--- SOURCE MATERIAL ---
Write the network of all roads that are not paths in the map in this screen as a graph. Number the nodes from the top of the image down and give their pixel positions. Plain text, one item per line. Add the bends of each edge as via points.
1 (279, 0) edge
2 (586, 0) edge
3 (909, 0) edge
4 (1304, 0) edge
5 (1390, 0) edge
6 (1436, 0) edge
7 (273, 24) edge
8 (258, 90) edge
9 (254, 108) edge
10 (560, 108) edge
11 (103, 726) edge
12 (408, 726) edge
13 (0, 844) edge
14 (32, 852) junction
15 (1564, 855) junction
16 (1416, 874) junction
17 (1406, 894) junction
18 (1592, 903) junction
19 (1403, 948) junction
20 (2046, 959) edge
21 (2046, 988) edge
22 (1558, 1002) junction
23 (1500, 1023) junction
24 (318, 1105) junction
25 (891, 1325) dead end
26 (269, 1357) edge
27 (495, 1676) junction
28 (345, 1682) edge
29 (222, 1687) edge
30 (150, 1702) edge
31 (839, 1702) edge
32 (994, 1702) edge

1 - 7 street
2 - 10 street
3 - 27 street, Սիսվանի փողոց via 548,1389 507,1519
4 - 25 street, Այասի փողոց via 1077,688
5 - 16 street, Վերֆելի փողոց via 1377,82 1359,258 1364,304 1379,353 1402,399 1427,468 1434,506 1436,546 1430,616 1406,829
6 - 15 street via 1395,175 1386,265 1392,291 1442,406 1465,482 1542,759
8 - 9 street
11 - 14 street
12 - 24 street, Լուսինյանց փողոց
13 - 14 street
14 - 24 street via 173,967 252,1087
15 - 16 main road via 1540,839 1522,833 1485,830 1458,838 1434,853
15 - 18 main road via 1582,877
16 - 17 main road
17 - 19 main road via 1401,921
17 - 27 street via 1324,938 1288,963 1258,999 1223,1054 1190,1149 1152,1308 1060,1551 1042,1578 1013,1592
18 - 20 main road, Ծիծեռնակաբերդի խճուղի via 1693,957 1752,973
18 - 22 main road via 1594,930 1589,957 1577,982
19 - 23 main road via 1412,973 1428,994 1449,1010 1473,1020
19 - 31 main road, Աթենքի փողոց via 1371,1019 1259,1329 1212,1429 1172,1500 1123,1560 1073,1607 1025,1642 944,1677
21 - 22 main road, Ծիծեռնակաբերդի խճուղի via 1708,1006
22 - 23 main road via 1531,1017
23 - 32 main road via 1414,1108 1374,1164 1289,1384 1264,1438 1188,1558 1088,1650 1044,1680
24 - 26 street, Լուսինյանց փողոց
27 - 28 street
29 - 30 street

--- YOUR TASK ---
Give the listing again, exactly as it was written.

--- WRITTEN ANSWER ---
Write the network of all roads that are not paths in the map in this screen as a graph. Number the nodes from the top of the image down and give their pixel positions. Plain text, one item per line. Add the bends of each edge as via points.
1 (279, 0) edge
2 (586, 0) edge
3 (909, 0) edge
4 (1304, 0) edge
5 (1390, 0) edge
6 (1436, 0) edge
7 (273, 24) edge
8 (258, 90) edge
9 (254, 108) edge
10 (560, 108) edge
11 (103, 726) edge
12 (408, 726) edge
13 (0, 844) edge
14 (32, 852) junction
15 (1564, 855) junction
16 (1416, 874) junction
17 (1406, 894) junction
18 (1592, 903) junction
19 (1403, 948) junction
20 (2046, 959) edge
21 (2046, 988) edge
22 (1558, 1002) junction
23 (1500, 1023) junction
24 (318, 1105) junction
25 (891, 1325) dead end
26 (269, 1357) edge
27 (495, 1676) junction
28 (345, 1682) edge
29 (222, 1687) edge
30 (150, 1702) edge
31 (839, 1702) edge
32 (994, 1702) edge

1 - 7 street
2 - 10 street
3 - 27 street, Սիսվանի փողոց via 548,1389 507,1519
4 - 25 street, Այասի փողոց via 1077,688
5 - 16 street, Վերֆելի փողոց via 1377,82 1359,258 1364,304 1379,353 1402,399 1427,468 1434,506 1436,546 1430,616 1406,829
6 - 15 street via 1395,175 1386,265 1392,291 1442,406 1465,482 1542,759
8 - 9 street
11 - 14 street
12 - 24 street, Լուսինյանց փողոց
13 - 14 street
14 - 24 street via 173,967 252,1087
15 - 16 main road via 1540,839 1522,833 1485,830 1458,838 1434,853
15 - 18 main road via 1582,877
16 - 17 main road
17 - 19 main road via 1401,921
17 - 27 street via 1324,938 1288,963 1258,999 1223,1054 1190,1149 1152,1308 1060,1551 1042,1578 1013,1592
18 - 20 main road, Ծիծեռնակաբերդի խճուղի via 1693,957 1752,973
18 - 22 main road via 1594,930 1589,957 1577,982
19 - 23 main road via 1412,973 1428,994 1449,1010 1473,1020
19 - 31 main road, Աթենքի փողոց via 1371,1019 1259,1329 1212,1429 1172,1500 1123,1560 1073,1607 1025,1642 944,1677
21 - 22 main road, Ծիծեռնակաբերդի խճուղի via 1708,1006
22 - 23 main road via 1531,1017
23 - 32 main road via 1414,1108 1374,1164 1289,1384 1264,1438 1188,1558 1088,1650 1044,1680
24 - 26 street, Լուսինյանց փողոց
27 - 28 street
29 - 30 street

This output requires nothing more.